Problem statement
Retype the opening lines of the data exactly, stopping after the line that contains "ctx.translate(x, y);". Skip every picture.

Stored data entries
::::::
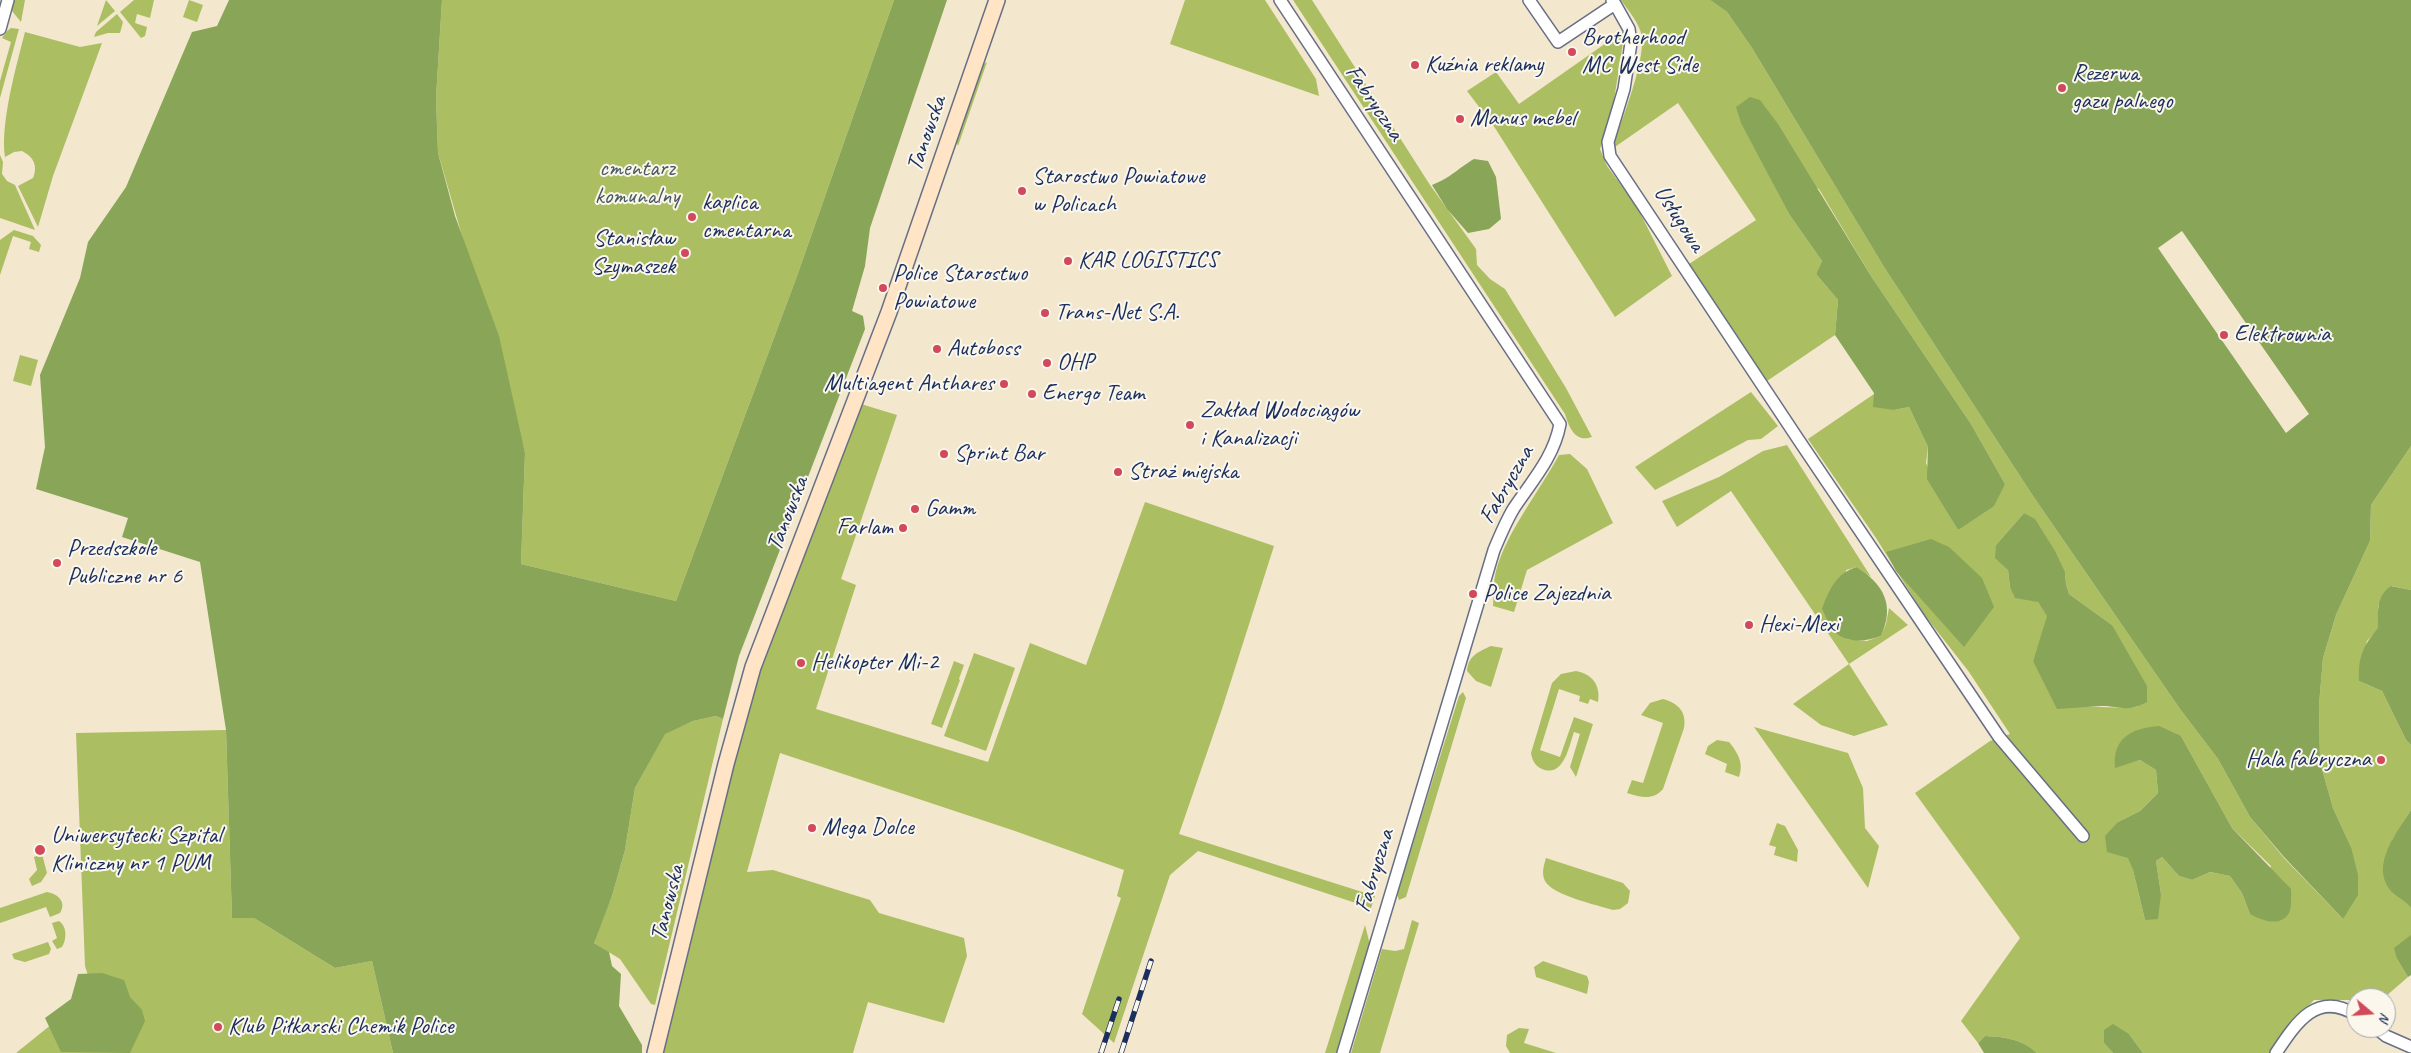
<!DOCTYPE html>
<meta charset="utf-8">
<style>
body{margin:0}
#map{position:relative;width:2411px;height:1053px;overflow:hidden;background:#f3e7ce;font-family:Caveat,sans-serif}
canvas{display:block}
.north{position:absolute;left:2346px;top:988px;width:50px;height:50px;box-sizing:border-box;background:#fbf7ec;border:1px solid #a1a7b3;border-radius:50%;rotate:108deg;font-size:14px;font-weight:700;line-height:20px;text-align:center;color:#1b2f5e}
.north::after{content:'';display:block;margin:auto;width:18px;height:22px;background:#d1495b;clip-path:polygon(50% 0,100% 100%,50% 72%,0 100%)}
</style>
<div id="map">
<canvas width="2411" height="1053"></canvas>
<div class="north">N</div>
</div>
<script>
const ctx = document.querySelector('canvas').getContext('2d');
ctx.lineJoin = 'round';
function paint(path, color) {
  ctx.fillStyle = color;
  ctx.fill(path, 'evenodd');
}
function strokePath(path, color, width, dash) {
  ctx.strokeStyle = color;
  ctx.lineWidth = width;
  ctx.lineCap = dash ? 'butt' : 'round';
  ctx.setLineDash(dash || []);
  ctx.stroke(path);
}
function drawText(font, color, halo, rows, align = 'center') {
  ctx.font = font + ' Caveat,sans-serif';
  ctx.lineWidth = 4;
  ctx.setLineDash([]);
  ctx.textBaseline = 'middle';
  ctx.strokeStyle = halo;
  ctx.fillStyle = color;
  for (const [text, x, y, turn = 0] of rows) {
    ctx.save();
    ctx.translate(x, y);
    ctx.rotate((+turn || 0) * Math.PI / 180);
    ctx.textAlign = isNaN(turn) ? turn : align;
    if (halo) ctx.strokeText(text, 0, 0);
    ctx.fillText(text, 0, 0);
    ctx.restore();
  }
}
paint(new Path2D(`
 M13,0H25L21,22L12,11Z
 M106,0L115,11L97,26Z
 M134,0H154L150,18L137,14L135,23L147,27L145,36L141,38L120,12Z
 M189,0L203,5L197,22L183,17Z
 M442,0H894L797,276L676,601L521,564L525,453L438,153L436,98Z
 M1185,0H1265L1316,79L1319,96L1170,44Z
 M1293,0H1312L1430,185L1476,249L1477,265L1490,279L1505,289L1566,388L1592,437C1575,443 1569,427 1565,414Z
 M1621,0H1710L1727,12L1752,48L1884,267L2033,496L2180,709L2218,759L2250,817L2284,858L2343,919L2351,847L2333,808L2320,762L2319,705L2323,658L2336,615L2370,541L2371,505L2411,446V590L2392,586L2378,606L2379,628L2367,641L2359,681L2382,691L2406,740L2411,745V810L2392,840L2411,908V936L2397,959L2408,977L2385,997L2356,998V1000H2314L2288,1026L2270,1053H2143L2129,1034L2104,1043L2113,1053H2037C2022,1039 2005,1037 1985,1036L1978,1043L1961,1021L2020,938L1915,793L1990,741L2010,734L1969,672L1923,613L1876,538L1808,439L1874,394L1894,410L1909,407L1928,447L1926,463L1945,508L1958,530L2005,484L1971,424L1871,276L1819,189L1758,154L1789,214L1822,261L1816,274L1838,300L1835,335L1767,381L1689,264L1756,220L1678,103L1612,149C1620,124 1650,53 1640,30C1636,19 1627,9 1621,0ZM2024,513L2065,572L2066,584L2069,594L2112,625L2137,707C2119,709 2102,706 2084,707L2033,661L2048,616L2038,602L2010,587L2008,570L1996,545ZM2181,736L2232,828L2271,866L2250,914L2242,893L2230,876L2210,872L2192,880L2179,876L2162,857L2156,861L2161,894L2145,920L2133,870L2118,822L2140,811L2158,793L2156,770L2140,760L2115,767Z
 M117,14L123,22L120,33H108L94,37L96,32Z
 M11,28L19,29L0,98V81L11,42L2,38L7,31Z
 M25,32L80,47L102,43L53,176L38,227L18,186L33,178C38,166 34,157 22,151L14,152L5,157C0,124 16,67 25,32Z
 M1619,34L1623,43L1613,106L1600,149L1607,166L1636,205L1672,276L1615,317L1495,128L1467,91L1496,72L1519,104Z
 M987,62L958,146L956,140L982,65Z
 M0,155L3,162L2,174L7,181L15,185L35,230L0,218Z
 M14,230L33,236L41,245L39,252L29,249L31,242L13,236L0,275V240Z
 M20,355L38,360L31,386L13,381Z
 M1751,392L1778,426L1761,439L1748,440L1655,490L1635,467Z
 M861,404L897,415L841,579L856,585L816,709L988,762L1030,643L1086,665L1145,502L1274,546L1222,709L1179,834L1375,896L1371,908L1198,851L1170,875L1114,1043L1082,1014L1121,898L1117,896L1124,870L1015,831L780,753L747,872L773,870L870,900L879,913L964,938L967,956L944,1023L868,1002L853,1053H661L740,737L766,651Z
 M1787,445L1871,577L1857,567L1846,570V639L1867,641L1881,636L1886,624L1889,608L1908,625L1849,664L1888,725L1854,736L1821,725L1793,704L1849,664L1731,491L1677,527L1662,501L1719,477L1763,451Z
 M1570,454L1587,469L1613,523L1527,570L1514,612L1493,606C1494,595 1493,582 1496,571C1507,531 1539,492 1559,455Z
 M1491,646L1503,648L1491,687L1476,681L1467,671C1468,656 1478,652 1491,646Z
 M974,653L1015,668L986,751L944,736Z
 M954,661L964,665L959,679L960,680L942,728L931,724Z
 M1576,671C1592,674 1601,685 1598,702L1590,699L1588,704L1579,701L1580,696L1559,689L1540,750L1560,757L1574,717L1593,724L1576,777L1570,767L1580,734L1574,732C1569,746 1564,778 1542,769C1535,766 1532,760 1531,753L1552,683L1561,674Z
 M1463,692L1466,698L1406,897L1399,900L1397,894L1459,696Z
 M1663,699C1678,703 1687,712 1684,728L1663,789C1653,801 1640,797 1627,793L1632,780L1643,783L1663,723L1641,715L1650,703Z
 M716,716L723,719L655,1005L651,1004L620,959L594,943L595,937L612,896L625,850L635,788L665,733L693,721Z
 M1754,727L1848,753L1863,788L1865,828L1879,846L1868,888Z
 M226,730L232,918H254L335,968L372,961L393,1053H16L93,991L85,966L76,733Z
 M1717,740L1729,742C1738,753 1744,763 1739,777L1725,772L1727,764L1705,754L1708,746Z
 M1777,823L1785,826L1798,850L1797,862L1774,855L1776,847L1769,845Z
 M42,854L47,873L41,882L32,886L29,879L37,870L34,857Z
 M1546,858L1623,883L1630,891L1628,903L1620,909L1613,910C1597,905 1552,895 1545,881C1541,873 1544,865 1546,858Z
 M47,892C58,894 67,902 60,913L50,917L46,907L0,923V908Z
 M1412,920L1419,923L1380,1053H1351L1382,949L1395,951L1404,949Z
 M59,921C67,926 67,939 62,947L57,949L52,941L57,938L52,923Z
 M1365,925L1370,945L1337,1053H1325Z
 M48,942L51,949L49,954L25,962L14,959L12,954Z
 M1543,961L1587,976L1589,982L1587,994L1536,977L1534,967Z
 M1519,1028L1529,1029L1524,1043L1556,1053H1510L1506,1046L1507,1035Z`), '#acbe62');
paint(new Path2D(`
 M229,0H442L436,98L438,153L455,216L499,336L525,453L521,564L676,601L797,276L894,0H947L870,228L865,266L852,311L863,316L865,329L739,656L723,719L716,716L693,721L665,734L635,788L625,850L612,896L594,943L609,952L612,966L621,974L619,1006L642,1045V1053H393L372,961L335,968L254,918H232L226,730L200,562L122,537L128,518L36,489L45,447L40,375L80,278L88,242L126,187L192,32L217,26Z
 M1710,0H2411V446L2371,505L2370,541L2336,615L2323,658L2319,705L2320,762L2333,808L2351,847L2358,875V895L2343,919L2284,857L2250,817L2218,759L2180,709L2033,496L1884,267L1752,48L1727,12ZM2182,231L2309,414L2286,433L2158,248Z
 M1750,97L1760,100L1778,124L1871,276L1971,424L2005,484L1994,506L1958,530L1927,479L1928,447L1909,407L1894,410L1873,407L1874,393L1835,335L1838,300L1816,274L1822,261L1789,214L1741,123L1736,107Z
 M1474,159L1488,161L1496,177L1501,219L1489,229L1468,233L1447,209L1432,185C1452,177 1457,169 1474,159Z
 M2024,513L2035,519L2055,551L2065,572L2066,584L2069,594L2112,625L2147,686V702C2126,713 2121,706 2101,706C2086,707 2072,708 2057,709L2033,661L2047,616L2038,602L2015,598L2010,587L2008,570L1995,558L1996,545Z
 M1931,539L1949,547L1982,578L1994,607L1964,647L1896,571L1886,552Z
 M1857,567C1884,585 1895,605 1881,636C1867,641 1849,644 1836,633C1830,629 1826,616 1822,609C1829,590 1836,573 1857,567Z
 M2391,586L2411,590V745L2406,740L2382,691L2359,681C2358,657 2363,646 2378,628C2378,611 2376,596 2391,586Z
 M2159,726L2181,736L2232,828L2291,889C2291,896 2292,907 2289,913C2280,928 2261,920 2250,914L2242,893L2230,876L2210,872L2192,880L2179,876L2162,857L2156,861L2161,894L2158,919L2145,920L2133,870L2128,858L2107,852L2105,836L2118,822L2140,811L2158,793L2156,770L2140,760L2115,768C2112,738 2132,728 2159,726Z
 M2411,810V908C2406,900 2396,897 2390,890C2370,864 2398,831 2411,810Z
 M2411,935V975L2408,977L2397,959L2394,948Z
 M102,973L124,980L130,997L142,1010L145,1021L130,1053L61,1052L45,1018L71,999L78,974Z
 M2113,1024L2129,1034L2143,1053H2113L2104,1043V1030Z
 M1985,1036C2005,1037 2022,1039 2037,1053H1984L1978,1043Z`), '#89a558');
const street = new Path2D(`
 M1280,0L1560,424C1554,457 1532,481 1514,508C1506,521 1500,536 1494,550L1343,1053
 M1529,0L1558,42L1615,4L1612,0
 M1615,4L1629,29L1631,43L1624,89L1608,142L1610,156L1798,439L1999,737L2083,836
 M0,29L8,0
 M2376,1028L2386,1036L2411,1047
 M2276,1053C2296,1023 2317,990 2356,1015`);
const secondary = new Path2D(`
 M655,1053L726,764L753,667L889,312L997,0`);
strokePath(street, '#676f85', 14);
strokePath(secondary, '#676f85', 18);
strokePath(street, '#fff', 11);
strokePath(secondary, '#ffe4c6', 15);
const rail = new Path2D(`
 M1101,1053L1119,999
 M1121,1053L1151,961`);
strokePath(rail, '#1b2f5e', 5.5);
strokePath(rail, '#fbf7ec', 4, [11]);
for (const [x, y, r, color] of [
 [1572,52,5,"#d1495b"],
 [1415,65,5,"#d1495b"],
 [2062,88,5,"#d1495b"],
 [1460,119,5,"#d1495b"],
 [1022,191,5,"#d1495b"],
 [692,217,5,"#d1495b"],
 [685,253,5,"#d1495b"],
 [1068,261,5,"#d1495b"],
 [883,288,5,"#d1495b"],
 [1045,313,5,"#d1495b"],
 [2224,335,5,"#d1495b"],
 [937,349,5,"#d1495b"],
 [1047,363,5,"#d1495b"],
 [1004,384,5,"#d1495b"],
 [1032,394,5,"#d1495b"],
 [1190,425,5,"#d1495b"],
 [944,454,5,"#d1495b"],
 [1118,472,5,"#d1495b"],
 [915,509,5,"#d1495b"],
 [903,528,5,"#d1495b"],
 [57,563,5,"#d1495b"],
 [1473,594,5,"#d1495b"],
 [1749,625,5,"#d1495b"],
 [801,663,5,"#d1495b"],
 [2381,760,5,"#d1495b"],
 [812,828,5,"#d1495b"],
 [40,850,6,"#d1495b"],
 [218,1027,5,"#d1495b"]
]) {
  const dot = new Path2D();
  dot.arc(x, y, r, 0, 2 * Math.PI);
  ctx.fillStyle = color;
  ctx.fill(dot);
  strokePath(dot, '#fbf7ec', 2);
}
drawText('24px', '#1b2f5e', '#fbf7ec', [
 ["Brotherhood",1582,38],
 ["MC West Side",1582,66],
 ["Kuźnia reklamy",1425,65],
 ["Rezerwa",2072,74],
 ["gazu palnego",2072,102],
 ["Manus mebel",1470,119],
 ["Starostwo Powiatowe",1032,177],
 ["w Policach",1032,205],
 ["kaplica",702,203],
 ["cmentarna",702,231],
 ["Stanisław",675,239,"right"],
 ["Szymaszek",675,267,"right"],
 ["KAR LOGISTICS",1078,261],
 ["Police Starostwo",893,274],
 ["Powiatowe",893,302],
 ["Trans-Net S.A.",1055,313],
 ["Elektrownia",2234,335],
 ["Autoboss",947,349],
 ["OHP",1057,363],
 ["Multiagent Anthares",994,384,"right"],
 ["Energo Team",1042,394],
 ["Zakład Wodociągów",1200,411],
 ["i Kanalizacji",1200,439],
 ["Sprint Bar",954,454],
 ["Straż miejska",1128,472],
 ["Gamm",925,509],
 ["Farlam",893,528,"right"],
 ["Przedszkole",67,549],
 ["Publiczne nr 6",67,577],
 ["Police Zajezdnia",1483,594],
 ["Hexi-Mexi",1759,625],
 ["Helikopter Mi-2",811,663],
 ["Hala fabryczna",2371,760,"right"],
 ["Mega Dolce",822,828],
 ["Uniwersytecki Szpital",51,836],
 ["Kliniczny nr 1 PUM",51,864],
 ["Klub Piłkarski Chemik Police",228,1027]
], 'left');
drawText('24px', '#1b2f5e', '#fbf7ec', [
 ["Fabryczna",1374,103,56],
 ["Tanowska",927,134,-71],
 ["Usługowa",1679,219,57],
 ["Fabryczna",1507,485,-60],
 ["Tanowska",788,514,-69],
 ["Fabryczna",1375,871,-73],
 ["Tanowska",668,903,-76]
]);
drawText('24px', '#465a5f', '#fbf7ec', [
 ["cmentarz",637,169],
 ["komunalny",637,197]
]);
</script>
::::::
Expected answer
<!DOCTYPE html>
<meta charset="utf-8">
<style>
body{margin:0}
#map{position:relative;width:2411px;height:1053px;overflow:hidden;background:#f3e7ce;font-family:Caveat,sans-serif}
canvas{display:block}
.north{position:absolute;left:2346px;top:988px;width:50px;height:50px;box-sizing:border-box;background:#fbf7ec;border:1px solid #a1a7b3;border-radius:50%;rotate:108deg;font-size:14px;font-weight:700;line-height:20px;text-align:center;color:#1b2f5e}
.north::after{content:'';display:block;margin:auto;width:18px;height:22px;background:#d1495b;clip-path:polygon(50% 0,100% 100%,50% 72%,0 100%)}
</style>
<div id="map">
<canvas width="2411" height="1053"></canvas>
<div class="north">N</div>
</div>
<script>
const ctx = document.querySelector('canvas').getContext('2d');
ctx.lineJoin = 'round';
function paint(path, color) {
  ctx.fillStyle = color;
  ctx.fill(path, 'evenodd');
}
function strokePath(path, color, width, dash) {
  ctx.strokeStyle = color;
  ctx.lineWidth = width;
  ctx.lineCap = dash ? 'butt' : 'round';
  ctx.setLineDash(dash || []);
  ctx.stroke(path);
}
function drawText(font, color, halo, rows, align = 'center') {
  ctx.font = font + ' Caveat,sans-serif';
  ctx.lineWidth = 4;
  ctx.setLineDash([]);
  ctx.textBaseline = 'middle';
  ctx.strokeStyle = halo;
  ctx.fillStyle = color;
  for (const [text, x, y, turn = 0] of rows) {
    ctx.save();
    ctx.translate(x, y);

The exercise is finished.